In un messaggio di felicitazioni al suo omonimo kosovaro Fatmir Sejdiu, il presidente degli Stati Uniti ha ribadito la volontà di Washington di continuare a sostenere Pristina nel suo cammino verso la piena attuazione di uno Stato “indipendente, multietnico e democratico” e come “membro a pieno titolo della comunità internazionale”.

Ma non va tutto così bene come viene dipinto. A un anno dalla secessione, il Kosovo è totalmente dipendente dall’esterno sul piano pratico, non solo per la presenza delle missioni internazionali e per il ruolo che esse continuano a svolgere, ma per le difficilissime condizioni economiche in cui si trova il paese. Dei due milioni di albanesi – la popolazione più giovane d’Europa – oltre il 40 per cento è disoccupato. Moltissimi dipendono per la loro sopravvivenza dalle rimesse di quanti hanno trovato lavoro all’estero, soprattutto in Germania e Scandinavia.

Una situazione di necessità emersa chiaramente durante i lavori della conferenza che a Bruxelles nel luglio dello scorso anno ha visto 65 donatori impegnarsi per la concessione di 1,2 miliardi di euro in aiuti allo sviluppo per la regione, 500 milioni dei quali da prelevare dal bilancio europeo e 300 dagli stati membri.

Anche dal punto di vista dell’ordine pubblico la situazione è delicatissima. A colpire fortemente il paese è l’emergenza criminalità, specialmente per il contrabbando, e la dilagante corruzione. La missione Eulex (European Union Rule of Law Mission in Kosovo), approvata da Bruxelles alla vigilia della proclamazione di indipendenza con il compito di aiutare le neonate istituzioni a dar vita a uno stato di diritto, è finalmente riuscita a partire ai primi di dicembre dello scorso anno, dopo quasi un anno di difficoltà e ostacoli di ordine politico.

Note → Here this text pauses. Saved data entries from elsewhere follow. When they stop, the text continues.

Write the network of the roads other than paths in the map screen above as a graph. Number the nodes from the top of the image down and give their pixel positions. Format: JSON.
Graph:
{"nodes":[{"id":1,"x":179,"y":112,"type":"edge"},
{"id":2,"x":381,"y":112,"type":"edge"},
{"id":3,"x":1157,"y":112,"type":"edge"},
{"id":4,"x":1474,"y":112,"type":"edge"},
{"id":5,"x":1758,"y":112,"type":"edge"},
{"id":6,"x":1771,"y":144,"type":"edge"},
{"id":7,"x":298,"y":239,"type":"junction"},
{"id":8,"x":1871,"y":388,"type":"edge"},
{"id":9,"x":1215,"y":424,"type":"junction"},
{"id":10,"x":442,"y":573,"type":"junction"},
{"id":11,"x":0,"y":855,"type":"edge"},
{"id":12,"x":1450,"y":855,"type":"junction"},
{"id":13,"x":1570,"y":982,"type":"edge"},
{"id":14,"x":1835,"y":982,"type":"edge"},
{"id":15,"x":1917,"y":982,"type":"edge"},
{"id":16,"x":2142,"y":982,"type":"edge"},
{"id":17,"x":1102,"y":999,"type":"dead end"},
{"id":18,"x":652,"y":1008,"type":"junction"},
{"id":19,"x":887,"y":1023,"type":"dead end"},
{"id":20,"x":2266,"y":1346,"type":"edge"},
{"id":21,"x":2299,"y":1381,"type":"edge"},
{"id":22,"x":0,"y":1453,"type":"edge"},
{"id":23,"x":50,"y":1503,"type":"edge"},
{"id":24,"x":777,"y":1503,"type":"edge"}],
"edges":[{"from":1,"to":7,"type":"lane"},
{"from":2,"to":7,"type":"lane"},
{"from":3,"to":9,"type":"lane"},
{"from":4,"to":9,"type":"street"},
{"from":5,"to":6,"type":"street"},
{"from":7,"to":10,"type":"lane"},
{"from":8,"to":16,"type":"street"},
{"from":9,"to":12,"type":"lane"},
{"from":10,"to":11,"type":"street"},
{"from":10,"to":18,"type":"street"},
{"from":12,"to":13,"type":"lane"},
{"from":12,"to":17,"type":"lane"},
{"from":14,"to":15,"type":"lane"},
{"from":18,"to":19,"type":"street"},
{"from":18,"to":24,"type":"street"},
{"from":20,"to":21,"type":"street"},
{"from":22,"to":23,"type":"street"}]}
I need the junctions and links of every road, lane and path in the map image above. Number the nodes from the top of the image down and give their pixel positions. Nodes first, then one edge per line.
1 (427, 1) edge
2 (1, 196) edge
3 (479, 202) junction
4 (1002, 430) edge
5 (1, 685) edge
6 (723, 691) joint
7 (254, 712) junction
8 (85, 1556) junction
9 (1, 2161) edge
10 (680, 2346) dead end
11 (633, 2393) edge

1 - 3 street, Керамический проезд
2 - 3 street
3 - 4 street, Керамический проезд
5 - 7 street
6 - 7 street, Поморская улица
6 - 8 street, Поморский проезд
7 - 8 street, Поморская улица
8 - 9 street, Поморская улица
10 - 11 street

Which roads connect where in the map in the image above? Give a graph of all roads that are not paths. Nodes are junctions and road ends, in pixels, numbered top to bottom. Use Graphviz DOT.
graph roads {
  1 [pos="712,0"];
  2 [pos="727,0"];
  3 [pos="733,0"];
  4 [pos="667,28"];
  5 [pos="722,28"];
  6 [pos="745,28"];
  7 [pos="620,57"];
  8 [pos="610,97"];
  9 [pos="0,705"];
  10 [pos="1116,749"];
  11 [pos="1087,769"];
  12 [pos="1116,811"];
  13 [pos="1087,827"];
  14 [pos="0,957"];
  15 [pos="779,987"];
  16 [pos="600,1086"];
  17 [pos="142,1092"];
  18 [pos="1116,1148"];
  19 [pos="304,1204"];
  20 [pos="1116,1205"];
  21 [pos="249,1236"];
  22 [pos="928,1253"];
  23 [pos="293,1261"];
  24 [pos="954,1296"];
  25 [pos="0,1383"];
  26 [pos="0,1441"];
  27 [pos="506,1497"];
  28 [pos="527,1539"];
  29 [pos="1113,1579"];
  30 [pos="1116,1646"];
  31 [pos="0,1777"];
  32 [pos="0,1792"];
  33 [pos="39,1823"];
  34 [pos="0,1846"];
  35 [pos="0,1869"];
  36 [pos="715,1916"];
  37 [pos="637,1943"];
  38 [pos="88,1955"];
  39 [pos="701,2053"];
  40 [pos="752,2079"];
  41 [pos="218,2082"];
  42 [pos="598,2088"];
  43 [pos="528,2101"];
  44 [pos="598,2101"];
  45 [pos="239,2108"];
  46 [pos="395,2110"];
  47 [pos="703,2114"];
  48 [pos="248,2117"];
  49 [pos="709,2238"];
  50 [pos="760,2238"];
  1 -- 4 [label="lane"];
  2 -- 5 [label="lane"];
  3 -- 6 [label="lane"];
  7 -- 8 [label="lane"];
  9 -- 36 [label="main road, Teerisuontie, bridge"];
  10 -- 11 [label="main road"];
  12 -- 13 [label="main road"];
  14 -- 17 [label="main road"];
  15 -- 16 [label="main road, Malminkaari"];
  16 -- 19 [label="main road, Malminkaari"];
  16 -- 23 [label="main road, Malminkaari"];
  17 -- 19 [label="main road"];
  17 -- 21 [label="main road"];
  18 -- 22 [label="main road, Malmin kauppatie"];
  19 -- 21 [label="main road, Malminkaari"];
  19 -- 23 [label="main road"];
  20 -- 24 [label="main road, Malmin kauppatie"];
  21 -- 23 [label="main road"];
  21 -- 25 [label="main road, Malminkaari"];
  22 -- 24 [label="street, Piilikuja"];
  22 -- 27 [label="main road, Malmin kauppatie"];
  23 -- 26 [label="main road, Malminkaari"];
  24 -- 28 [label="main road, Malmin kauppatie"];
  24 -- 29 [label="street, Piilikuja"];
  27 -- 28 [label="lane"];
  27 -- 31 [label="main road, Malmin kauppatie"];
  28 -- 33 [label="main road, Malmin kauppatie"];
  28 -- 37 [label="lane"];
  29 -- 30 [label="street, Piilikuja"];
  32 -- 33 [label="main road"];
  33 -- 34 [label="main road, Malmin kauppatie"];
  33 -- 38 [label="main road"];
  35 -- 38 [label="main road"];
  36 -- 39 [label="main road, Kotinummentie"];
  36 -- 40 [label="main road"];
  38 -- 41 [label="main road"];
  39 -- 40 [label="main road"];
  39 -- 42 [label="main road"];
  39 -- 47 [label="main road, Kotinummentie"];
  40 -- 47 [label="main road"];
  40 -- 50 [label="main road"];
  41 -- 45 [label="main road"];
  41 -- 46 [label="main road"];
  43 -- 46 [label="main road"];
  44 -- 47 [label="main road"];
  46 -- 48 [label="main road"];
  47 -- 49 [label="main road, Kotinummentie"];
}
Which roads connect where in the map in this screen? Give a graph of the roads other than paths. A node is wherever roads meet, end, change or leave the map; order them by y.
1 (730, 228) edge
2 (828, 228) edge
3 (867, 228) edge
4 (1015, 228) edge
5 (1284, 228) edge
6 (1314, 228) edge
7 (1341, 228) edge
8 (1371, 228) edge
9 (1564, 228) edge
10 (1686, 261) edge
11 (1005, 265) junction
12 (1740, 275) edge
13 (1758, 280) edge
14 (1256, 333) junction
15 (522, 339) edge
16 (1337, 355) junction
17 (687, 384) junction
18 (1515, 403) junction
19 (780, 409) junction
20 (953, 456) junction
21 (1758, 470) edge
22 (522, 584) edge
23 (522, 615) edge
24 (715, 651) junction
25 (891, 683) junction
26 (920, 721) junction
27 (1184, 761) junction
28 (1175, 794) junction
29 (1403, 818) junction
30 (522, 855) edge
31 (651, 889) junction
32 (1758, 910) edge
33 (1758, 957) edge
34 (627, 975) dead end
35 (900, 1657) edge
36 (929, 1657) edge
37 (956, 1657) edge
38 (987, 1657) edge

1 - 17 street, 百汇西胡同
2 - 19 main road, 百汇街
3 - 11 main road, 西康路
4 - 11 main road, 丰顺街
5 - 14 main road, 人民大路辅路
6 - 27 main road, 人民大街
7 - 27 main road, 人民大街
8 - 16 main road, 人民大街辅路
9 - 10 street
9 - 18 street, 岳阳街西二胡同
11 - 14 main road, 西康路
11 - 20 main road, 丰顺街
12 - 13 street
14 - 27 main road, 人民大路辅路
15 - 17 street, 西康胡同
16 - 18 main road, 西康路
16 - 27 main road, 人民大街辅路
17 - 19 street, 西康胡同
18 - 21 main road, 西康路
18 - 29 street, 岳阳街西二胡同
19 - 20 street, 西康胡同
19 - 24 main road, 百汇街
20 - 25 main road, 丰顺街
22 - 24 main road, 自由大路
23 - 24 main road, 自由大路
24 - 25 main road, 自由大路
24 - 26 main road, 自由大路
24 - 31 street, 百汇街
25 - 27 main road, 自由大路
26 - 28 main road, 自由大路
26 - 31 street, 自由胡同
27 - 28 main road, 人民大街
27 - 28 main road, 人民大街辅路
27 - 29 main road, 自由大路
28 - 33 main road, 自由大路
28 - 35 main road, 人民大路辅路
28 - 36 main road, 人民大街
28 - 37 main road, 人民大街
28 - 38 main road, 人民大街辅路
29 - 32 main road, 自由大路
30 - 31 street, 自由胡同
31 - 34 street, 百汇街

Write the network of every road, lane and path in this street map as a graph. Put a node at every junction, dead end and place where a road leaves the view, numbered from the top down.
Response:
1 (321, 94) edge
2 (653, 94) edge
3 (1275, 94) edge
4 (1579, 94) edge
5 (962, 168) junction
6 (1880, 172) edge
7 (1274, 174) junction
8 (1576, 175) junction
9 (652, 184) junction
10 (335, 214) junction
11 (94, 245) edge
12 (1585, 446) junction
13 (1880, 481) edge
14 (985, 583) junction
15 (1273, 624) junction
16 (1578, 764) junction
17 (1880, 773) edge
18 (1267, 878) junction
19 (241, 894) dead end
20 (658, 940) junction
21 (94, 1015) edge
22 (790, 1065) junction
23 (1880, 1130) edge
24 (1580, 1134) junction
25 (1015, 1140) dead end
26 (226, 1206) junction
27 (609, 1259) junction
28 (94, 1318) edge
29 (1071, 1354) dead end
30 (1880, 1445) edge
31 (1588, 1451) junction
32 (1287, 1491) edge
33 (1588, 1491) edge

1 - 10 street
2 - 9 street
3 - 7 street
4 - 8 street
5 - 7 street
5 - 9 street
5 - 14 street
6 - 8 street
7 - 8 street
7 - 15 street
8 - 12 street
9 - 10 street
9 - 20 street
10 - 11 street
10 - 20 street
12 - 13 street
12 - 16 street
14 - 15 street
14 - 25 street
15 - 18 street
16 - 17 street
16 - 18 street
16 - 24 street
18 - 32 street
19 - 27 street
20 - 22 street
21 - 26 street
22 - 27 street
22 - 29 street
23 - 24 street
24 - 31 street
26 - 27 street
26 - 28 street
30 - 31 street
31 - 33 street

Sicuramente non hanno giovato alla risoluzione del conflitto, rimasto congelato, le dichiarazioni del relatore per il parlamento europeo sul Kosovo, Joost Lagendijk che, a quasi un anno dall’indipendenza, aveva commentato la situazione con queste parole: “Non è realistico aspettarsi che la Serbia arrivi a riconoscere il Kosovo”. Ma non è tutto. Il funzionario europeo aveva osservato sul quotidiano Dnevnik che “Serbia, Kosovo e Unione Europea non devono perdere tempo a integrare Belgrado e Pristina nell’Ue”. Una richiesta ripetuta numerose volte dal Kosovo e che, considerando che al Nord vive concentrata la minoranza serba che rifiuta l’autorità di Pristina, è “lontana dalla realtà” e potrebbe essere causa di reazioni a catena nella regione. Secondo il parlamentare, servirebbe dunque “una soluzione diplomatica creativa che non ferisca nessuno e vada a beneficio di tutti”. Il simbolo dei problemi irrisolti resta la città di Kosovska Mitrovica, divisa in due dal ponte sul fiume Ibar

Intanto, oggi il Parlamento serbo si riunirà per una sessione speciale nel nord dell’ex provincia, mentre in giornata è in programma una seduta solenne del Parlamento nazionale, dove parleranno il presidente, Fatmir Sejdiu, e il primo ministro, Hashim Thaci. A metà giornata è prevista inoltre una sfilata di giovani nel centro della capitale, mentre in serata sono in programma due concerti, uno di musica classica alla Filarmonica, e un altro di musica rock all’aperto. I festeggiamenti chiuderanno con uno spettacolo di fuochi d’artificio.